→ **EXTRACTED INFORMATION**
Start of Block

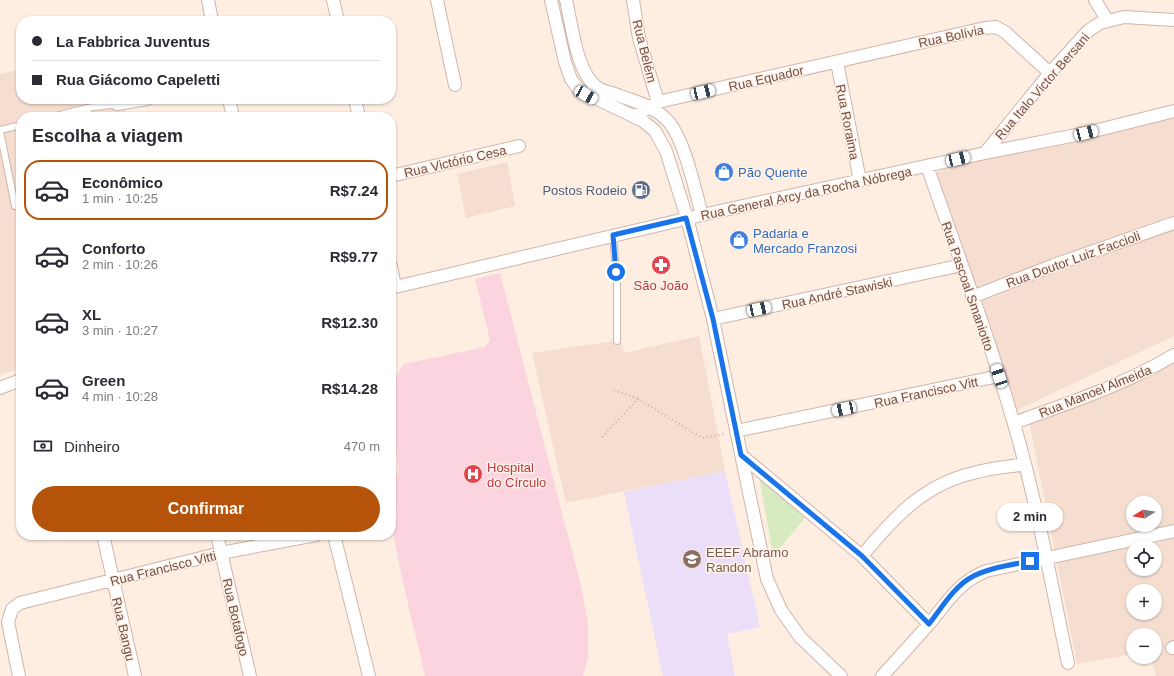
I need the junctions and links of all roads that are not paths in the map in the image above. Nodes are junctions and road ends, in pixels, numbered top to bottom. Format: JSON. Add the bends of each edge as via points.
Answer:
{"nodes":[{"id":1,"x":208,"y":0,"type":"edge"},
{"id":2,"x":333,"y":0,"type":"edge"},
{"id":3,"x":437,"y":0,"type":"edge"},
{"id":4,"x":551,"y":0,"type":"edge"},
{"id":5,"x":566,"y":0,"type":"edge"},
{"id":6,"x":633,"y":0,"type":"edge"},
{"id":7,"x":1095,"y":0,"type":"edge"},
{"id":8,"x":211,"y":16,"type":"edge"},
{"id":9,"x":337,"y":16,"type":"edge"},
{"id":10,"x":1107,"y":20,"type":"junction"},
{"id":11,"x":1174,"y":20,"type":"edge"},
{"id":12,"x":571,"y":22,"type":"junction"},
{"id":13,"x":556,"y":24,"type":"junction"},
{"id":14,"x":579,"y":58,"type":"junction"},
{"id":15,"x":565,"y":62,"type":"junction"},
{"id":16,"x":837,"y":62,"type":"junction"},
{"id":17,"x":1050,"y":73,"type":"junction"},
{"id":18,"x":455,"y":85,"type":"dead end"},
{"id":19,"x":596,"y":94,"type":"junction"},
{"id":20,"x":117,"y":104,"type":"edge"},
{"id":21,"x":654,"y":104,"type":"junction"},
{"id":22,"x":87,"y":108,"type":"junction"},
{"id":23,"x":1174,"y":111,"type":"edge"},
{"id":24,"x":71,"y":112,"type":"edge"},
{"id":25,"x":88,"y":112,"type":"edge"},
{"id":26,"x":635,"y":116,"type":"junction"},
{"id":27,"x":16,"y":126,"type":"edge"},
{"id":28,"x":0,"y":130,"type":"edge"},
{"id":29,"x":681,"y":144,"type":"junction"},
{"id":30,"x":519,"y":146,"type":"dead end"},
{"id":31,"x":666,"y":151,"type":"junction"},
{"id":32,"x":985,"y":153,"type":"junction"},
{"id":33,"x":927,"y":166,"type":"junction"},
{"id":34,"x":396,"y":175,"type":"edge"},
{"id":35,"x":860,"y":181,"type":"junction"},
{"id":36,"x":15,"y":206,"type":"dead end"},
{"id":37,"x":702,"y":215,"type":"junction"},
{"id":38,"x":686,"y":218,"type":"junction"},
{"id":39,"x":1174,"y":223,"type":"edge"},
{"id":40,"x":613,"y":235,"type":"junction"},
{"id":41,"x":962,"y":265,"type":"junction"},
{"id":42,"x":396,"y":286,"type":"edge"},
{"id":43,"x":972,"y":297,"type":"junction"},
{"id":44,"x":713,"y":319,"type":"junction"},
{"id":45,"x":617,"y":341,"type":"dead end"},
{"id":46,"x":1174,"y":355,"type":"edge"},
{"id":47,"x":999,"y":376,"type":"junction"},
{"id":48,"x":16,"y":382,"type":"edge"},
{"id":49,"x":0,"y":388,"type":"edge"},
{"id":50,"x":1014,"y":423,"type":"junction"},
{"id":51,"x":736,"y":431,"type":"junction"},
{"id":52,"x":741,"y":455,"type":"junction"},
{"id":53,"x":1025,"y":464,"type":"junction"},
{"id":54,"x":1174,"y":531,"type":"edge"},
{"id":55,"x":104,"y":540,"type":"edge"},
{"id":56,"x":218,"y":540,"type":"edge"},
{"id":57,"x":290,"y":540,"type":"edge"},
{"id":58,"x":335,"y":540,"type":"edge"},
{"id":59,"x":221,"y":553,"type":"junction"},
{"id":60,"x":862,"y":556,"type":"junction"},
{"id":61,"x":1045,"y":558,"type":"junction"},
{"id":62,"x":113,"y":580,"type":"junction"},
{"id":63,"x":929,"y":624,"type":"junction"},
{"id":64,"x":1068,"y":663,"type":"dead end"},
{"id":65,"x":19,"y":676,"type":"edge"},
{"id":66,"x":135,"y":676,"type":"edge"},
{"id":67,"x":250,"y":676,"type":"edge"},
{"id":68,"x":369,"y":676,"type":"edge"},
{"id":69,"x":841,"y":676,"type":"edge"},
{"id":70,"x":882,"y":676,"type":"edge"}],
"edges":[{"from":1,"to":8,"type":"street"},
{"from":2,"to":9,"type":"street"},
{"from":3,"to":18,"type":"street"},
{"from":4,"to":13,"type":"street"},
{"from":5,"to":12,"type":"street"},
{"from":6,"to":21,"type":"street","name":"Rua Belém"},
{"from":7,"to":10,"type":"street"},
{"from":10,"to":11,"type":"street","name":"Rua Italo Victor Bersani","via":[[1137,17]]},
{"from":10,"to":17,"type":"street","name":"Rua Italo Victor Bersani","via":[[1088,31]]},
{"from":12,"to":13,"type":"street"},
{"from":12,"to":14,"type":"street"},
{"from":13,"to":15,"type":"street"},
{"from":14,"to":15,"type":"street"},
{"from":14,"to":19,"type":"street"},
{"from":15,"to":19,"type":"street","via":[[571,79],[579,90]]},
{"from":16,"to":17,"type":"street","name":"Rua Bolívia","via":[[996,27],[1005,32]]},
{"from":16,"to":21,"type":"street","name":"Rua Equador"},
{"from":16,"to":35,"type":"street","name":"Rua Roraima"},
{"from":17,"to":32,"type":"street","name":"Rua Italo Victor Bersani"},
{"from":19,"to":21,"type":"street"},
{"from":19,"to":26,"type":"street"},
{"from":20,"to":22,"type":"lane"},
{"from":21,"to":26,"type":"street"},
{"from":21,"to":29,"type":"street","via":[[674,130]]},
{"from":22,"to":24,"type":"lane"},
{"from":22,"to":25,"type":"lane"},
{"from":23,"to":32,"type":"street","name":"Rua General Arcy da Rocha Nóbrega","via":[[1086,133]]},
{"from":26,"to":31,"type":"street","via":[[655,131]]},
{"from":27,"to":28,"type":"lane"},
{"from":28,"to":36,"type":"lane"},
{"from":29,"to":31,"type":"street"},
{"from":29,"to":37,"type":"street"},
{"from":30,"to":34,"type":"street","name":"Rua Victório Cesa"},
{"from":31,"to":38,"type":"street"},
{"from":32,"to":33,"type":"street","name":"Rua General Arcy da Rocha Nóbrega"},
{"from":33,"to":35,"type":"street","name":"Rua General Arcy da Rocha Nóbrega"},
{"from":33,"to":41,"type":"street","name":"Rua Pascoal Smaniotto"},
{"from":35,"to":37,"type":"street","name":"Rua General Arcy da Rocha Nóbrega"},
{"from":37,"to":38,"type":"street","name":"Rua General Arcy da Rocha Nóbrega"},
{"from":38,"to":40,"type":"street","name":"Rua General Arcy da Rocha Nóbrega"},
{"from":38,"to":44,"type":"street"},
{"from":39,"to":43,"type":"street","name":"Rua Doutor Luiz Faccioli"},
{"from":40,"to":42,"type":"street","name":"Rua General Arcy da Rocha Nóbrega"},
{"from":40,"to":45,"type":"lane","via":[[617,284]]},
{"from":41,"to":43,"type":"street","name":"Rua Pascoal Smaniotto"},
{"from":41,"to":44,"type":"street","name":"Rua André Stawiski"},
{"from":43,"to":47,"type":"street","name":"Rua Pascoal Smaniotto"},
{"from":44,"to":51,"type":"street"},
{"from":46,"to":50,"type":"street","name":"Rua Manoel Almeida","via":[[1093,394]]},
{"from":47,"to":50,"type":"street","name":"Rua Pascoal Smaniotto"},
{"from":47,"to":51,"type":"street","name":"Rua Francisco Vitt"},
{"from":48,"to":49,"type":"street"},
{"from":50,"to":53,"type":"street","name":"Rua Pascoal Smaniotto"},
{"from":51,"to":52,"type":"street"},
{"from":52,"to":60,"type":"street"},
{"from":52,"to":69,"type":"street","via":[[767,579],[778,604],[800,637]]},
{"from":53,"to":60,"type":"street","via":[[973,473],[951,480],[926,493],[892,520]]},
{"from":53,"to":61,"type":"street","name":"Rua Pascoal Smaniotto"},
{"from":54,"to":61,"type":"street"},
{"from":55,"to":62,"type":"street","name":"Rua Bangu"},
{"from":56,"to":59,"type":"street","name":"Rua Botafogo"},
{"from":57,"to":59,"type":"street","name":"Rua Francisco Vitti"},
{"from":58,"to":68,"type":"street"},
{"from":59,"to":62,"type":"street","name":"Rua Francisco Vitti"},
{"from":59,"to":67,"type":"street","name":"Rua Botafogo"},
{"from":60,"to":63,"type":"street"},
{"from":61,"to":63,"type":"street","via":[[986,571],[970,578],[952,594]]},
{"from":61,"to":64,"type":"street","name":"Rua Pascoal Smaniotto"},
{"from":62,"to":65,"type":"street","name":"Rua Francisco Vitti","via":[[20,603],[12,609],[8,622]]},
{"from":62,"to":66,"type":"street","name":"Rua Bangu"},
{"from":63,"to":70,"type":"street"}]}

End of Block

→ **ACTION ITEM**
Display each line of the data where "Rocha" occurs.

→ **TASK OUTPUT**
{"from":23,"to":32,"type":"street","name":"Rua General Arcy da Rocha Nóbrega","via":[[1086,133]]},
{"from":32,"to":33,"type":"street","name":"Rua General Arcy da Rocha Nóbrega"},
{"from":33,"to":35,"type":"street","name":"Rua General Arcy da Rocha Nóbrega"},
{"from":35,"to":37,"type":"street","name":"Rua General Arcy da Rocha Nóbrega"},
{"from":37,"to":38,"type":"street","name":"Rua General Arcy da Rocha Nóbrega"},
{"from":38,"to":40,"type":"street","name":"Rua General Arcy da Rocha Nóbrega"},
{"from":40,"to":42,"type":"street","name":"Rua General Arcy da Rocha Nóbrega"},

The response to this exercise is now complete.